Blind 75.14 - Missing Number

Missing number.

Problem description

Taken directly from LeetCode.

Given an array nums containing n distinct numbers in the range [0, n], return the only number in the range that is missing from the array.

Example 1:

Input: nums = [3,0,1]
Output: 2
Explanation: n = 3 since there are 3 numbers, so all numbers are in the range [0,3]. 2 is the missing number in the range since it does not appear in nums.

Example 2:

Input: nums = [0,1]
Output: 2
Explanation: n = 2 since there are 2 numbers, so all numbers are in the range [0,2]. 2 is the missing number in the range since it does not appear in nums.

Example 3:

Input: nums = [9,6,4,2,3,5,7,0,1]
Output: 8
Explanation: n = 9 since there are 9 numbers, so all numbers are in the range [0,9]. 8 is the missing number in the range since it does not appear in nums.

Constraints:

• n == nums.length
• 1 <= n <= 104
• 0 <= nums[i] <= n
• All the numbers of nums are unique.

Follow up: Could you implement a solution using only O(1) extra space complexity and O(n) runtime complexity?

Solution type

Bit operations, plus some math if you want.

Solution

XOR is the key. Think of a ^ b as flipping switch a if b = 1: if a = 0, b = 1, then a ^ b = 1, the complement of 0. If a = 1, b = 1, then a ^ b = 0 and again you have this flip. If b = 0, then nothing changes in the output.
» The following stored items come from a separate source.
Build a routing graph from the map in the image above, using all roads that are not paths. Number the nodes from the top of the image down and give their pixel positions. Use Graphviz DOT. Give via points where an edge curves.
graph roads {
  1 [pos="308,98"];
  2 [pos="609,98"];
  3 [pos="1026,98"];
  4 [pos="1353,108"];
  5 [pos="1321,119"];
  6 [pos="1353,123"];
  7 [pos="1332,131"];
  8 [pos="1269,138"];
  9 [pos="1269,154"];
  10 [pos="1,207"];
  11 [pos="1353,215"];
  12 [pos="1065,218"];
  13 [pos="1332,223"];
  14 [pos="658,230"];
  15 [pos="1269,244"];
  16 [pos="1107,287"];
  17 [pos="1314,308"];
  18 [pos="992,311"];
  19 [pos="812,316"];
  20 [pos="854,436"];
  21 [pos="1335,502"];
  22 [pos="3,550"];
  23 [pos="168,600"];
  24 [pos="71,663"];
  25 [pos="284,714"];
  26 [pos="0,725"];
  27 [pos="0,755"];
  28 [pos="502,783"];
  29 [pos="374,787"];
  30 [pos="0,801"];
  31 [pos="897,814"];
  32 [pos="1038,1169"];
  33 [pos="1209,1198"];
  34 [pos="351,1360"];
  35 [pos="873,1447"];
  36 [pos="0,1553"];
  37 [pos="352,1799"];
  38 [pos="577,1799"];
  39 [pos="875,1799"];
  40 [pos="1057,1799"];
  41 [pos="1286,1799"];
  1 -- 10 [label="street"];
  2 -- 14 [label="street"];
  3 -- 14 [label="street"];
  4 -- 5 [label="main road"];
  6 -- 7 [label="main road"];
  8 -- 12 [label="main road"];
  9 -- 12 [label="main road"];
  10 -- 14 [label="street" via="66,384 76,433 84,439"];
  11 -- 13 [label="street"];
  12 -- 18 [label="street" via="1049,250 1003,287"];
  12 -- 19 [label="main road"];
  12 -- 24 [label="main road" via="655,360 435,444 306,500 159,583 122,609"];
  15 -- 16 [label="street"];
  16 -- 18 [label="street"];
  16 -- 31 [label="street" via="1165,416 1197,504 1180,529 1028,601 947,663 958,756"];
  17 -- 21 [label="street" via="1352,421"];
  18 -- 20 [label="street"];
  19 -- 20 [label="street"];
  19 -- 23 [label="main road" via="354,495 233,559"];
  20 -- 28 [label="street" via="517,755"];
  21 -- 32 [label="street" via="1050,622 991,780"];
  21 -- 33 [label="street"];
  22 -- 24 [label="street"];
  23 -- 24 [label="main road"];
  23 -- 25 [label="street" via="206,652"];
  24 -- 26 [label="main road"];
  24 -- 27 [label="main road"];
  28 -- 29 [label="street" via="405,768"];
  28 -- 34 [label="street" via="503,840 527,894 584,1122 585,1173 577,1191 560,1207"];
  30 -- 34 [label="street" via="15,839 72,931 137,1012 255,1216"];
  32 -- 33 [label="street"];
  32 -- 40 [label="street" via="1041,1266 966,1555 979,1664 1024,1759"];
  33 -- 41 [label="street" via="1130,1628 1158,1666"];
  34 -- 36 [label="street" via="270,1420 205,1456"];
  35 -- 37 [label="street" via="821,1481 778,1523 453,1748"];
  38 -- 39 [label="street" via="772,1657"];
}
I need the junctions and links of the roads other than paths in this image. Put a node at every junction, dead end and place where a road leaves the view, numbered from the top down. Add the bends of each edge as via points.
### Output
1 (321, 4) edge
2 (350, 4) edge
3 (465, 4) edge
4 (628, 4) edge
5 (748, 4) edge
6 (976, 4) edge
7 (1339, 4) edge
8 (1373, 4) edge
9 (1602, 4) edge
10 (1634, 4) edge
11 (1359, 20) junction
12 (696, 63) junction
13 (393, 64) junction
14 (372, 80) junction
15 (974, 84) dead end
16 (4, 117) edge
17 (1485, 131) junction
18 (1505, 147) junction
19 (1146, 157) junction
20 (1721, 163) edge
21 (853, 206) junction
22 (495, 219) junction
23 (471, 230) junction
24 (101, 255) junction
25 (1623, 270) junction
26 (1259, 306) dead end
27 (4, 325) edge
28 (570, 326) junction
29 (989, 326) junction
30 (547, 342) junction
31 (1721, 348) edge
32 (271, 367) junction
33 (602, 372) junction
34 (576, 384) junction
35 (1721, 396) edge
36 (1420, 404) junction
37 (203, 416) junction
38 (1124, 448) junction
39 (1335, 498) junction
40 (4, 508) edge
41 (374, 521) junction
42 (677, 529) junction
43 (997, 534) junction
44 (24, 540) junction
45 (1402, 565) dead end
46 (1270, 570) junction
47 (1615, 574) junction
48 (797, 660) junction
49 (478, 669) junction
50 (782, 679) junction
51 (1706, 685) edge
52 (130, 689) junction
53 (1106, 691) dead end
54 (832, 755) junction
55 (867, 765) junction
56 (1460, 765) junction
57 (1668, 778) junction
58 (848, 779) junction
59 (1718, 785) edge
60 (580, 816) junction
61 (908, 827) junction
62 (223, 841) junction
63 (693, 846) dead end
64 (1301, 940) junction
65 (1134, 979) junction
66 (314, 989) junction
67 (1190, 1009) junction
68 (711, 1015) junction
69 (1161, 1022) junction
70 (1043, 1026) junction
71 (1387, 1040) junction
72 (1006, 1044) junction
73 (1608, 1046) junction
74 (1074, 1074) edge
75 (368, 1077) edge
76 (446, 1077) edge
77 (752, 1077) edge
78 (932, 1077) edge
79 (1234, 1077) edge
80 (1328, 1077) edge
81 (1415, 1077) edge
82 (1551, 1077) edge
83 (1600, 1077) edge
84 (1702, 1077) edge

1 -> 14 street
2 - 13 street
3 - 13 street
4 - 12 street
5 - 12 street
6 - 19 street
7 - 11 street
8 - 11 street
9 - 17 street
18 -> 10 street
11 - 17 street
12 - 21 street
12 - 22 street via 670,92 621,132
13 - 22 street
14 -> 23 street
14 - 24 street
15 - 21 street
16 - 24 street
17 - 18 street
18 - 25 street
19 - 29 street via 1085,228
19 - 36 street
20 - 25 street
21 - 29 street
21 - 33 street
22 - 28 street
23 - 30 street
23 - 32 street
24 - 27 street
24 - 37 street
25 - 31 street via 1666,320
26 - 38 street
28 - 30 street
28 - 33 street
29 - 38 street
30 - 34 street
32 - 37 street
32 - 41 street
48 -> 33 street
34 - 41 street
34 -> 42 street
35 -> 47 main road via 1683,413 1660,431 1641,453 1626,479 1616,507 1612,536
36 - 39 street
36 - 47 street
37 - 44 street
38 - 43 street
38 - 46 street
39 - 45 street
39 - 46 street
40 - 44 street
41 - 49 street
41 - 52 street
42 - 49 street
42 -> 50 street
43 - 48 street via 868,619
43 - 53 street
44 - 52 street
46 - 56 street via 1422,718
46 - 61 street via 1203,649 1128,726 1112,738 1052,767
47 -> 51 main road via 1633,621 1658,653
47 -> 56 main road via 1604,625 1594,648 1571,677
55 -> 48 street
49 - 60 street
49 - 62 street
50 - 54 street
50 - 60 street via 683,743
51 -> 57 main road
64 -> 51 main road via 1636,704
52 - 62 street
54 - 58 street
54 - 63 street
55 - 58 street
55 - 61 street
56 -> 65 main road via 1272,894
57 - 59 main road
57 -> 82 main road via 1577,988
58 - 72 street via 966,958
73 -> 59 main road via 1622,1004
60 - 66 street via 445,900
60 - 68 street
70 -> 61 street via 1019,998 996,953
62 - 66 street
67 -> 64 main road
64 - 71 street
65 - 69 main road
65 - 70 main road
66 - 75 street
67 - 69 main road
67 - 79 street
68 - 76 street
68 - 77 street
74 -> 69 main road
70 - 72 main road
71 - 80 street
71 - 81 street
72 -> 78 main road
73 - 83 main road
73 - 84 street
with 32-bit wide inputs, we can just think of this as flipping 32 switches. Two questions arise: what would be the state of the switches if we XOR’d all numbers from 0 up to n, and what would be the state of the switches if we XOR’d all numbers in nums? We can answer this question by just doing all those XOR operations in a loop and accumulating the result. If we XOR the two results, then that will give us the number we XOR’d by in the former but not the latter.

Here’s a little more proof on the math: any number XOR’d by itself is 0. If a is the result of XOR’ing all numbers from 0 to n and b is the result of XOR’ing all numbers from 0 to n except one of those numbers, then we can rearrange the XOR operations so that all factors in a and b cancel each other out except for the one factor in a that does not have a twin in b. Therefore, a ^ b returns this one untwinned number.

int missingNumber(vector<int>& nums) {
    int xor_n = 0, xor_nums = 0;
    for (int i = 0; i < nums.size(); ++i) {
        xor_n ^= i;
        xor_nums ^= nums[i];
    }
    xor_n ^= nums.size();

    return xor_n ^ xor_nums;
}